Pero aquel espectáculo no podía retener la atención del hermano Justicia ni un segundo, no ante la enorme monstruosidad que lo miraba impúdicamente desde allá arriba. ¿Qué monstruo era aquel?, se preguntaba el monje mientras examinaba la piel rojiza y los ojos negros, las alas de murciélago, los cuernos y las garras. ¿Qué manifestación del infierno había llegado al mundo material? ¿Qué demonio?

Las preguntas se arremolinaban en un insólito proceso mental, un miedo especial que amenazaba con quebrar cualquier razonamiento del monje. Sus estudios, sus años de enseñanzas religiosas, le habían inculcado el temor a todo aquello que se opusiera a Dios.

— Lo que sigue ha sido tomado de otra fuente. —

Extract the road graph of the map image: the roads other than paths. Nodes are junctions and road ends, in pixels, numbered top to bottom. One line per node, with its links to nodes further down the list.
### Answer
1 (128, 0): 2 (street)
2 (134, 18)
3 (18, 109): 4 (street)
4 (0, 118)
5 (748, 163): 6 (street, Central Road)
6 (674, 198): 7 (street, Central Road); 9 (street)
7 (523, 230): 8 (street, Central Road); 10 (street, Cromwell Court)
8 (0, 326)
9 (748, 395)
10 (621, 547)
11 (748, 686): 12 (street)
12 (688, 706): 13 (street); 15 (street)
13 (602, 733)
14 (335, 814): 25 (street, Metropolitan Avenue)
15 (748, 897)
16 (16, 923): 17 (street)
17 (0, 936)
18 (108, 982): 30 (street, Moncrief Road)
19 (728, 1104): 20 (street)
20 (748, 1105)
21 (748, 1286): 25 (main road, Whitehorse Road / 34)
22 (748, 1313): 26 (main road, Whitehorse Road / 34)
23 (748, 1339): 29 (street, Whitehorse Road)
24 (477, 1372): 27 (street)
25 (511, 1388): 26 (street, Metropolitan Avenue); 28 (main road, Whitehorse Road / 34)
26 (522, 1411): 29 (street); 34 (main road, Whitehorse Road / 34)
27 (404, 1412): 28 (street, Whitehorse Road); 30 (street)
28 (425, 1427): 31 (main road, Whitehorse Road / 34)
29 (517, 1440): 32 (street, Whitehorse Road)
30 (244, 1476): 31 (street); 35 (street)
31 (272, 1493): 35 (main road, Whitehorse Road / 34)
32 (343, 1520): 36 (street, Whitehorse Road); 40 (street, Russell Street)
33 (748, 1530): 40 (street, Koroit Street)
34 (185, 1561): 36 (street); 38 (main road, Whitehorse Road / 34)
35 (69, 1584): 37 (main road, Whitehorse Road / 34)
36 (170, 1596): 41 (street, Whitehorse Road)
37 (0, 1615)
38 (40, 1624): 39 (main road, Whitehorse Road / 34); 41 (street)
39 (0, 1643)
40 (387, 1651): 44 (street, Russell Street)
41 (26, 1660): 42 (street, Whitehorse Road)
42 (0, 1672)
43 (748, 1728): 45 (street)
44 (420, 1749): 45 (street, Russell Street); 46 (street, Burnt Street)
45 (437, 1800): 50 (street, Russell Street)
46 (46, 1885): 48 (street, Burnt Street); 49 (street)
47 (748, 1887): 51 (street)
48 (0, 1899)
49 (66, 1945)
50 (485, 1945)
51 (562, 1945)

Has destruido al imbécil de Dosey, le comunicó telepáticamente la criatura, y le has robado el tesoro. En el preciso momento en que acabó de recibir ese mensaje, el hermano Justicia sintió una intrusión que no podía rechazar, una presencia que indagaba en su cerebro, su identidad, sus intenciones. Una profunda repulsión lo salvó y proyectó su espíritu fuera de aquel terrible lugar; como impulsado por el disparo de una honda recorrió de nuevo los túneles, atravesó el altiplano —por encima de los hormigueantes soldados que constituían el ejército del maligno—, sobrevoló las montañas, y luego los bosques y lagos hasta encontrarse de nuevo en Palmaris. En el despacho del mercader regresó a su cuerpo con tanta celeridad que su forma física por poco no perdió el equilibrio.

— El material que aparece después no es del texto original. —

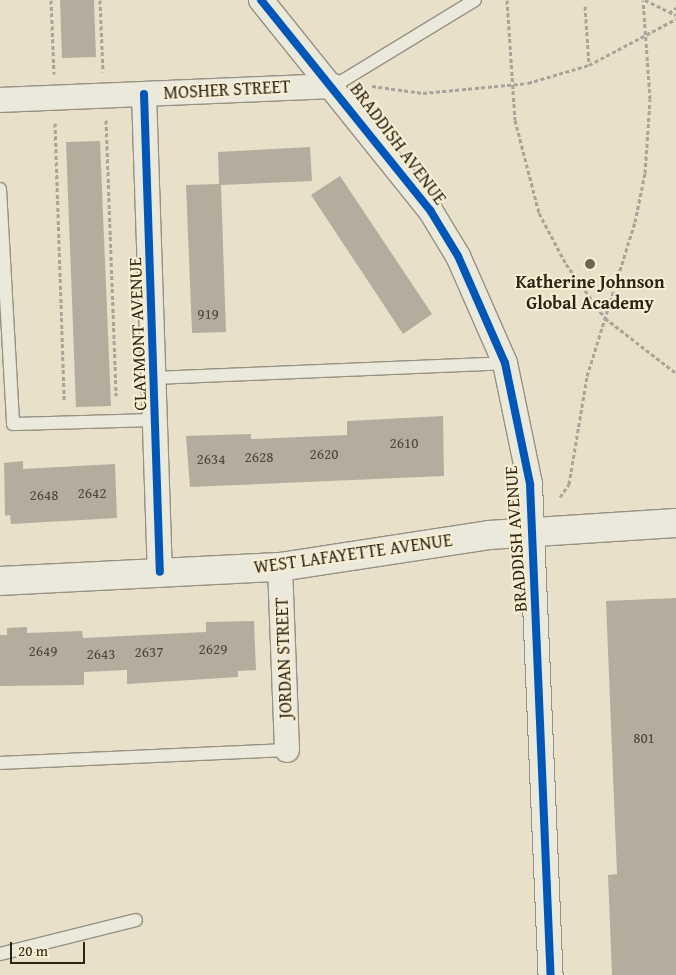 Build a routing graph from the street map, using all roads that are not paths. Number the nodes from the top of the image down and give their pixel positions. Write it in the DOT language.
graph roads {
  1 [pos="261,0"];
  2 [pos="475,0"];
  3 [pos="334,86"];
  4 [pos="144,94"];
  5 [pos="0,100"];
  6 [pos="0,189"];
  7 [pos="505,363"];
  8 [pos="154,378"];
  9 [pos="156,420"];
  10 [pos="676,523"];
  11 [pos="533,531"];
  12 [pos="280,567"];
  13 [pos="160,572"];
  14 [pos="0,581"];
  15 [pos="287,750"];
  16 [pos="0,763"];
  17 [pos="136,920"];
  18 [pos="0,954"];
  19 [pos="551,975"];
  1 -- 3 [label="street, BRADDISH AVENUE"];
  2 -- 3 [label="lane"];
  3 -- 4 [label="street, MOSHER STREET"];
  3 -- 7 [label="street, BRADDISH AVENUE"];
  4 -- 5 [label="street, MOSHER STREET"];
  4 -- 8 [label="street, CLAYMONT AVENUE"];
  6 -- 9 [label="lane"];
  7 -- 8 [label="lane"];
  7 -- 11 [label="street, BRADDISH AVENUE"];
  8 -- 9 [label="street, CLAYMONT AVENUE"];
  9 -- 13 [label="street, CLAYMONT AVENUE"];
  10 -- 11 [label="main road, WEST LAFAYETTE AVENUE"];
  11 -- 12 [label="main road, WEST LAFAYETTE AVENUE"];
  11 -- 19 [label="street, BRADDISH AVENUE"];
  12 -- 13 [label="main road, WEST LAFAYETTE AVENUE"];
  12 -- 15 [label="street, JORDAN STREET"];
  13 -- 14 [label="main road, WEST LAFAYETTE AVENUE"];
  15 -- 16 [label="lane"];
  17 -- 18 [label="lane"];
} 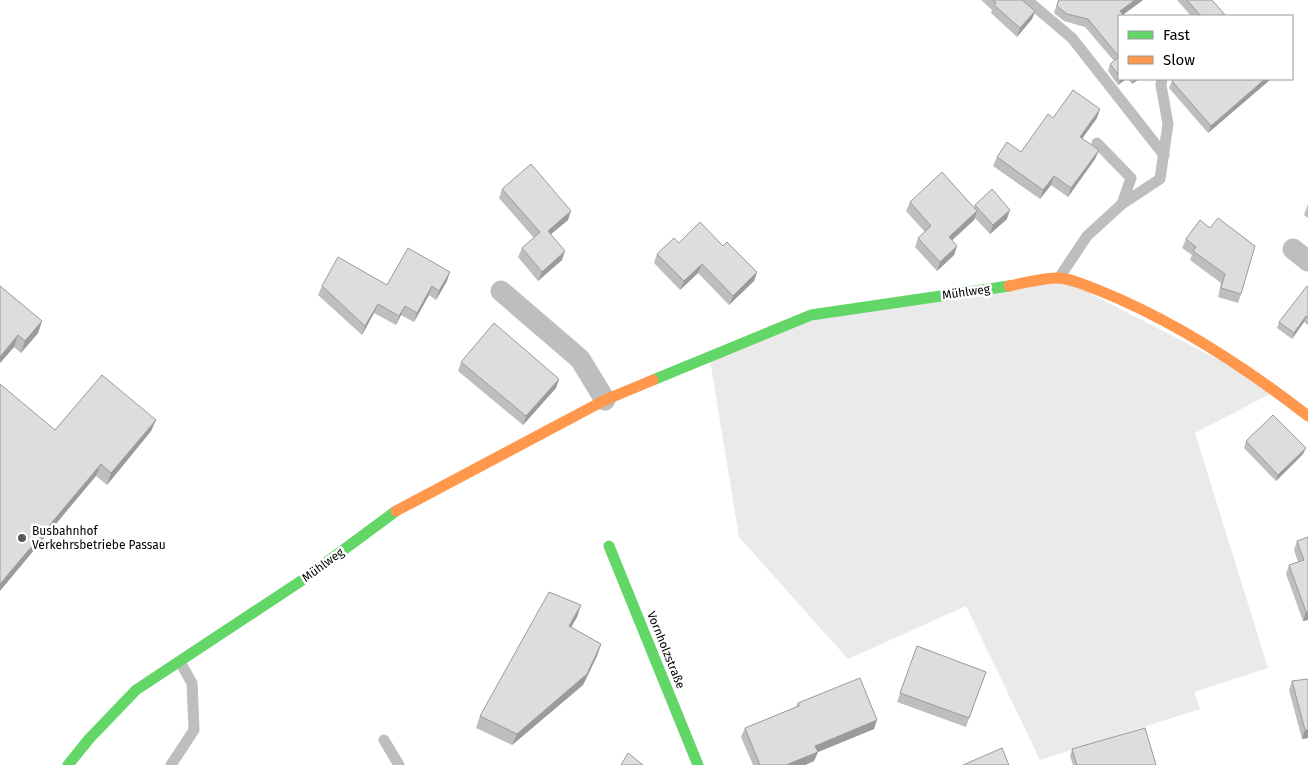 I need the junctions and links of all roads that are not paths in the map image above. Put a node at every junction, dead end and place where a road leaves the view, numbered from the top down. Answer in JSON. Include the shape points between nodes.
{"nodes":[{"id":1,"x":1027,"y":0,"type":"edge"},
{"id":2,"x":1162,"y":80,"type":"edge"},
{"id":3,"x":1097,"y":143,"type":"dead end"},
{"id":4,"x":1164,"y":155,"type":"junction"},
{"id":5,"x":1122,"y":204,"type":"junction"},
{"id":6,"x":1059,"y":278,"type":"junction"},
{"id":7,"x":501,"y":291,"type":"dead end"},
{"id":8,"x":605,"y":400,"type":"junction"},
{"id":9,"x":1308,"y":416,"type":"edge"},
{"id":10,"x":609,"y":546,"type":"dead end"},
{"id":11,"x":180,"y":662,"type":"junction"},
{"id":12,"x":384,"y":740,"type":"dead end"},
{"id":13,"x":68,"y":765,"type":"edge"},
{"id":14,"x":171,"y":765,"type":"edge"},
{"id":15,"x":399,"y":765,"type":"edge"},
{"id":16,"x":698,"y":765,"type":"edge"}],
"edges":[{"from":1,"to":4,"type":"lane","via":[[1072,38]]},
{"from":2,"to":4,"type":"lane","via":[[1168,124]]},
{"from":3,"to":5,"type":"lane","via":[[1131,178]]},
{"from":4,"to":5,"type":"lane","via":[[1160,179]]},
{"from":5,"to":6,"type":"lane","via":[[1087,236]]},
{"from":6,"to":8,"type":"street","name":"Mühlweg","via":[[811,314]]},
{"from":6,"to":9,"type":"street","name":"Mühlweg","via":[[1079,282],[1156,318],[1231,361]]},
{"from":7,"to":8,"type":"street","via":[[580,359]]},
{"from":8,"to":11,"type":"street","name":"Mühlweg","via":[[405,504],[304,579]]},
{"from":10,"to":16,"type":"street","name":"Vornholzstraße"},
{"from":11,"to":13,"type":"street","name":"Mühlweg","via":[[136,690]]},
{"from":11,"to":14,"type":"lane","via":[[192,683],[194,730]]},
{"from":12,"to":15,"type":"lane"}]}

—¿Se ha enterado ahora? —le preguntó Dosey cuando sus ojos se acabaron de abrir y aún parpadeaban.

El hermano Justicia observó aquella expresión maníaca y vio el resultado del contacto con tal criatura claramente reflejado en el rostro de Dosey. Quería hacerlo reaccionar y preguntarle qué había hecho, qué era lo que había despertado; pero el hermano Justicia se dio cuenta de que la pregunta estaba fuera de lugar incluso antes de formularla. El hombre había ido más allá del punto de redención y tal vez se había despertado en él una peligrosa curiosidad por el demonio.

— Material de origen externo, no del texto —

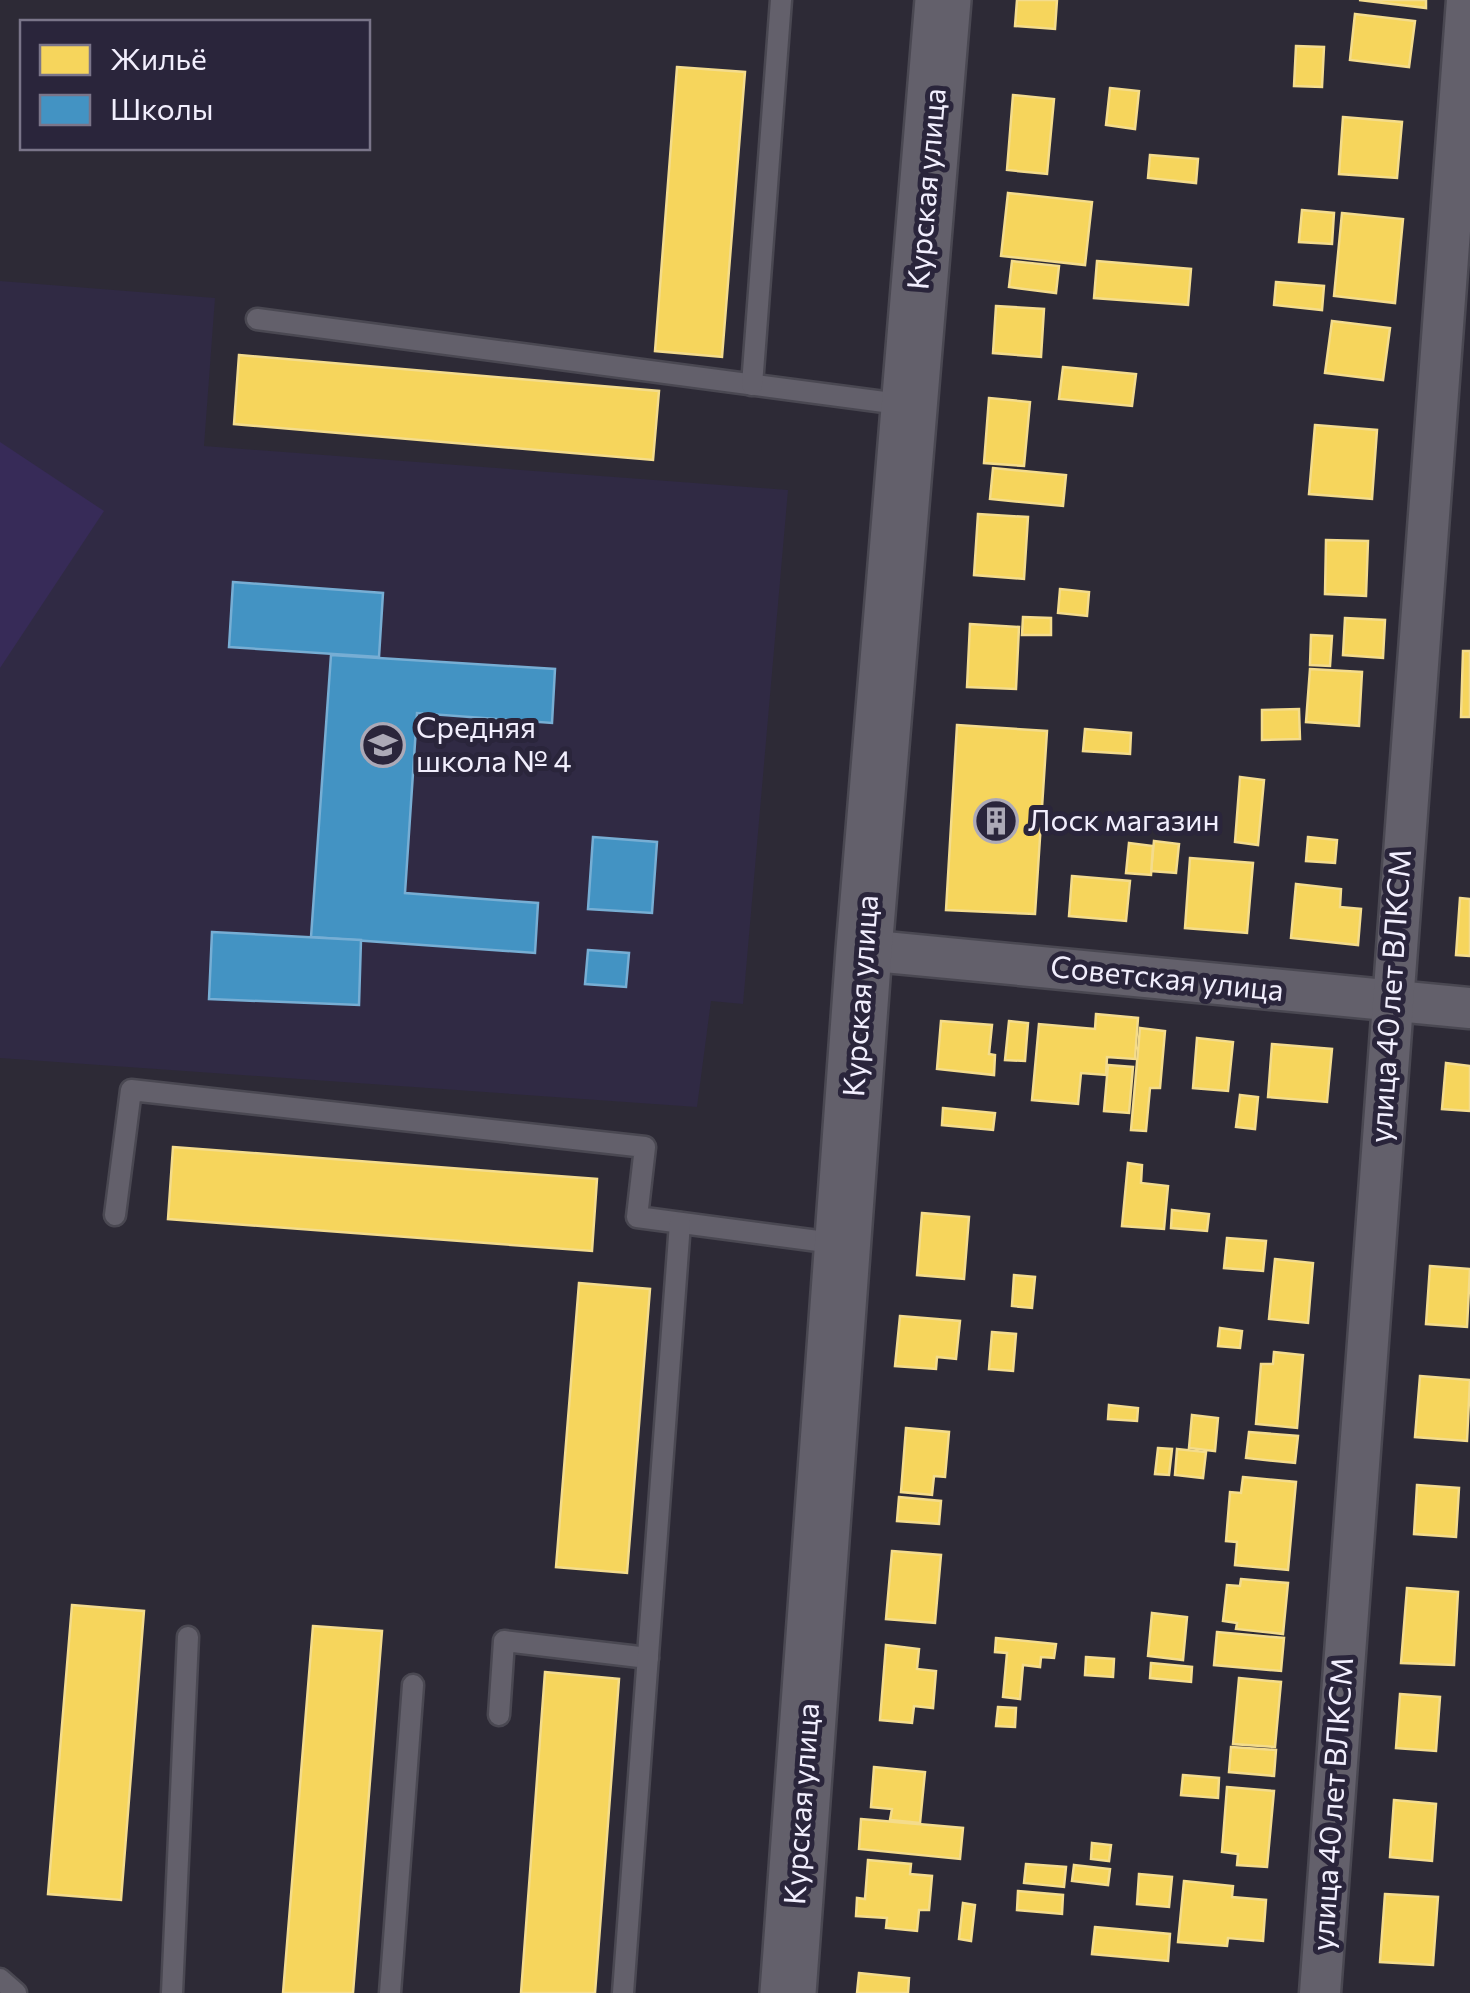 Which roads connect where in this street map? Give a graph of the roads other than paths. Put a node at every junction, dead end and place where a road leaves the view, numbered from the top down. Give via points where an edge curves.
1 (781, 0) edge
2 (942, 0) edge
3 (1466, 0) edge
4 (257, 319) dead end
5 (752, 385) junction
6 (909, 405) junction
7 (864, 950) junction
8 (1391, 1001) junction
9 (1470, 1008) edge
10 (115, 1216) dead end
11 (680, 1223) junction
12 (842, 1244) junction
13 (188, 1637) dead end
14 (648, 1658) junction
15 (412, 1685) dead end
16 (498, 1715) dead end
17 (0, 1979) edge
18 (16, 1993) edge
19 (172, 1993) edge
20 (390, 1993) edge
21 (623, 1993) edge
22 (788, 1993) edge
23 (1320, 1993) edge

1 - 5 lane
2 - 6 main road, Курская улица
3 - 8 street, улица 40 лет ВЛКСМ
4 - 5 lane
5 - 6 lane
6 - 7 main road, Курская улица
7 - 8 street, Советская улица
7 - 12 main road, Курская улица
8 - 9 street, Советская улица
8 - 23 street, улица 40 лет ВЛКСМ
10 - 11 lane via 131,1090 645,1147 637,1217
11 - 12 lane
11 - 14 lane
12 - 22 main road, Курская улица
13 - 19 lane
14 - 16 lane via 504,1641
14 - 21 lane
15 - 20 lane
17 - 18 lane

Las manos del monje se alzaron y, con gran rapidez, aferraron la garganta de Dosey. El mercader agarró las muñecas del monje y tiró en vano de ellas, intentó pedir ayuda, lo probó todo. Los músculos de los brazos del hermano Justicia estaban tensos y eran demasiado fuertes para que pudiera vencerlos. El monje obligó al débil mercader a arrodillarse y lo sostuvo hasta mucho después de que finalizara la lucha, hasta mucho después de que los brazos del mercader le colgaran inertes a los lados.

Mientras la cabeza le daba vueltas a causa de la atrocidad cometida y del temor, recorrió la casa con paso airado, cruzándose con los criados y con la familia del mercader.

Se marchó bastante después de medianoche, combatiendo su confusión con una muralla de pura cólera. Llevaba el broche en el bolsillo; la casa de Folo Dosindien estaba muerta.